Assigned task ->
Please output all of the entries exactly and omit any images they hold.
====== Supplied material
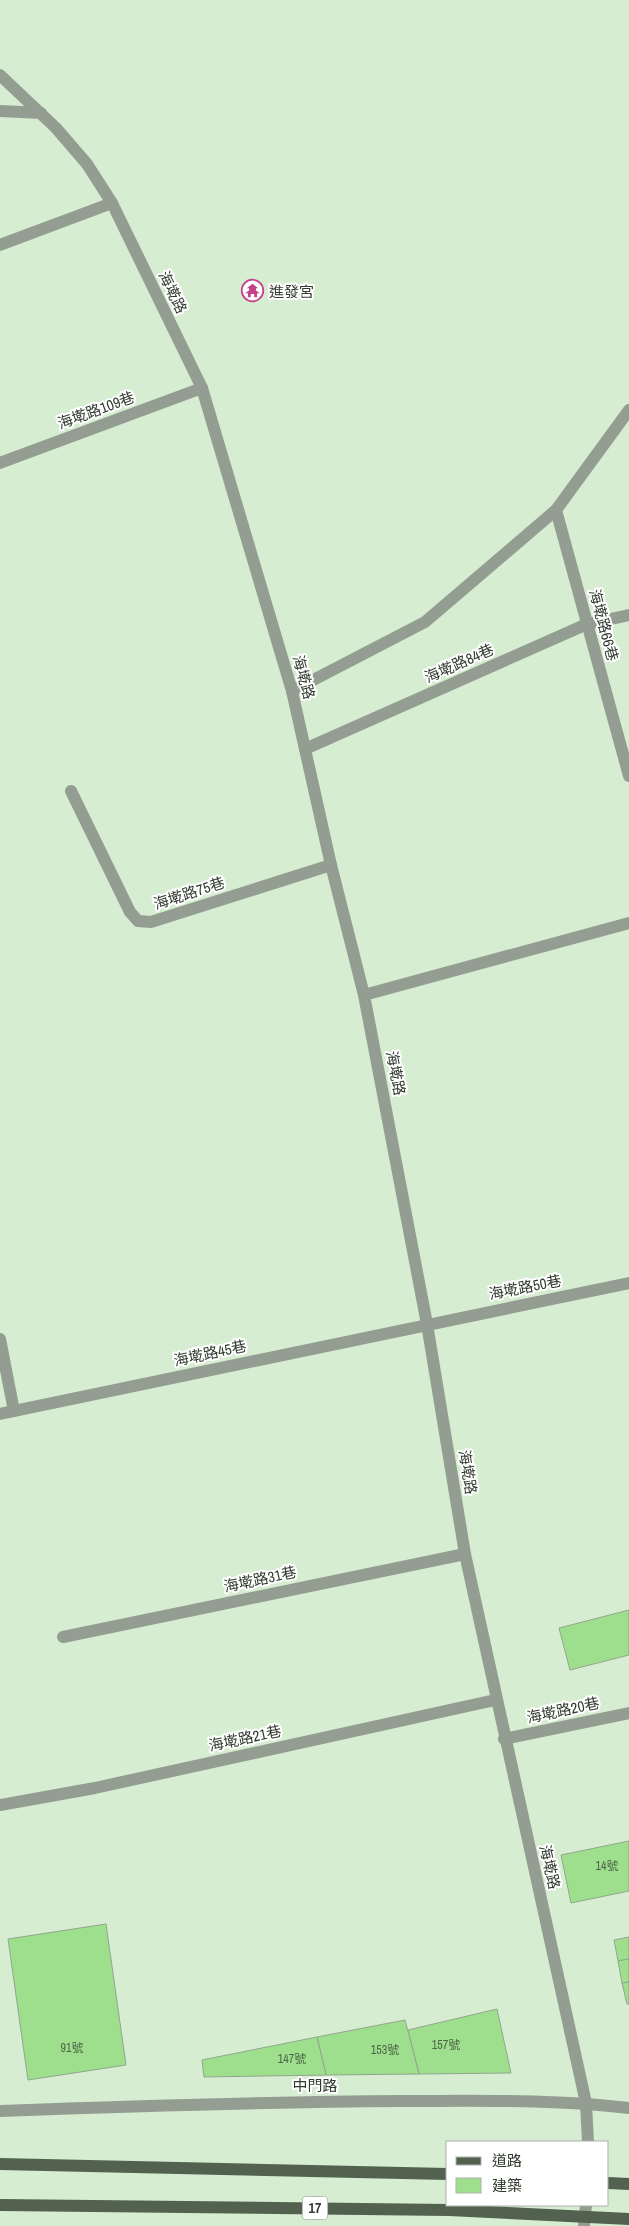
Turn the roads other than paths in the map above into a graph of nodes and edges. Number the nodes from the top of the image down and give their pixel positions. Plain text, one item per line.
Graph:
1 (0, 75) edge
2 (0, 111) edge
3 (41, 112) junction
4 (112, 203) junction
5 (0, 245) edge
6 (202, 388) junction
7 (629, 410) edge
8 (0, 463) edge
9 (556, 510) junction
10 (629, 616) edge
11 (587, 624) junction
12 (292, 691) junction
13 (305, 749) junction
14 (629, 776) edge
15 (71, 791) dead end
16 (331, 865) junction
17 (629, 923) edge
18 (364, 995) junction
19 (629, 1283) edge
20 (427, 1324) junction
21 (0, 1339) edge
22 (14, 1411) junction
23 (0, 1414) edge
24 (465, 1554) junction
25 (63, 1637) dead end
26 (495, 1700) junction
27 (629, 1713) edge
28 (504, 1739) junction
29 (0, 1805) edge
30 (586, 2104) junction
31 (629, 2108) edge
32 (0, 2111) edge
33 (588, 2141) edge
34 (0, 2164) edge
35 (446, 2174) edge
36 (609, 2183) edge
37 (629, 2184) edge
38 (0, 2205) edge
39 (585, 2216) edge
40 (629, 2219) edge

1 - 3 street, 海墘路
2 - 3 street
3 - 4 street, 海墘路
4 - 5 street
4 - 6 street, 海墘路
6 - 8 street, 海墘路109巷
6 - 12 street, 海墘路
7 - 9 street
9 - 11 street, 海墘路66巷
9 - 12 street
10 - 11 street, 海墘路84巷
11 - 13 street, 海墘路84巷
11 - 14 street, 海墘路66巷
12 - 13 street, 海墘路
13 - 16 street, 海墘路
15 - 16 street, 海墘路75巷
16 - 18 street, 海墘路
17 - 18 street
18 - 20 street, 海墘路
19 - 20 street, 海墘路50巷
20 - 22 street, 海墘路45巷
20 - 24 street, 海墘路
21 - 22 street
22 - 23 street, 海墘路45巷
24 - 25 street, 海墘路31巷
24 - 26 street, 海墘路
26 - 28 street, 海墘路
26 - 29 street, 海墘路21巷
27 - 28 street, 海墘路20巷
28 - 30 street, 海墘路
30 - 31 street, 中門路
30 - 32 street, 中門路
30 - 33 street, 海墘路
34 - 35 main road
36 - 37 main road
38 - 39 main road, 17
39 - 40 main road, 17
============
Written answer ->
Turn the roads other than paths in the map above into a graph of nodes and edges. Number the nodes from the top of the image down and give their pixel positions. Plain text, one item per line.
Graph:
1 (0, 75) edge
2 (0, 111) edge
3 (41, 112) junction
4 (112, 203) junction
5 (0, 245) edge
6 (202, 388) junction
7 (629, 410) edge
8 (0, 463) edge
9 (556, 510) junction
10 (629, 616) edge
11 (587, 624) junction
12 (292, 691) junction
13 (305, 749) junction
14 (629, 776) edge
15 (71, 791) dead end
16 (331, 865) junction
17 (629, 923) edge
18 (364, 995) junction
19 (629, 1283) edge
20 (427, 1324) junction
21 (0, 1339) edge
22 (14, 1411) junction
23 (0, 1414) edge
24 (465, 1554) junction
25 (63, 1637) dead end
26 (495, 1700) junction
27 (629, 1713) edge
28 (504, 1739) junction
29 (0, 1805) edge
30 (586, 2104) junction
31 (629, 2108) edge
32 (0, 2111) edge
33 (588, 2141) edge
34 (0, 2164) edge
35 (446, 2174) edge
36 (609, 2183) edge
37 (629, 2184) edge
38 (0, 2205) edge
39 (585, 2216) edge
40 (629, 2219) edge

1 - 3 street, 海墘路
2 - 3 street
3 - 4 street, 海墘路
4 - 5 street
4 - 6 street, 海墘路
6 - 8 street, 海墘路109巷
6 - 12 street, 海墘路
7 - 9 street
9 - 11 street, 海墘路66巷
9 - 12 street
10 - 11 street, 海墘路84巷
11 - 13 street, 海墘路84巷
11 - 14 street, 海墘路66巷
12 - 13 street, 海墘路
13 - 16 street, 海墘路
15 - 16 street, 海墘路75巷
16 - 18 street, 海墘路
17 - 18 street
18 - 20 street, 海墘路
19 - 20 street, 海墘路50巷
20 - 22 street, 海墘路45巷
20 - 24 street, 海墘路
21 - 22 street
22 - 23 street, 海墘路45巷
24 - 25 street, 海墘路31巷
24 - 26 street, 海墘路
26 - 28 street, 海墘路
26 - 29 street, 海墘路21巷
27 - 28 street, 海墘路20巷
28 - 30 street, 海墘路
30 - 31 street, 中門路
30 - 32 street, 中門路
30 - 33 street, 海墘路
34 - 35 main road
36 - 37 main road
38 - 39 main road, 17
39 - 40 main road, 17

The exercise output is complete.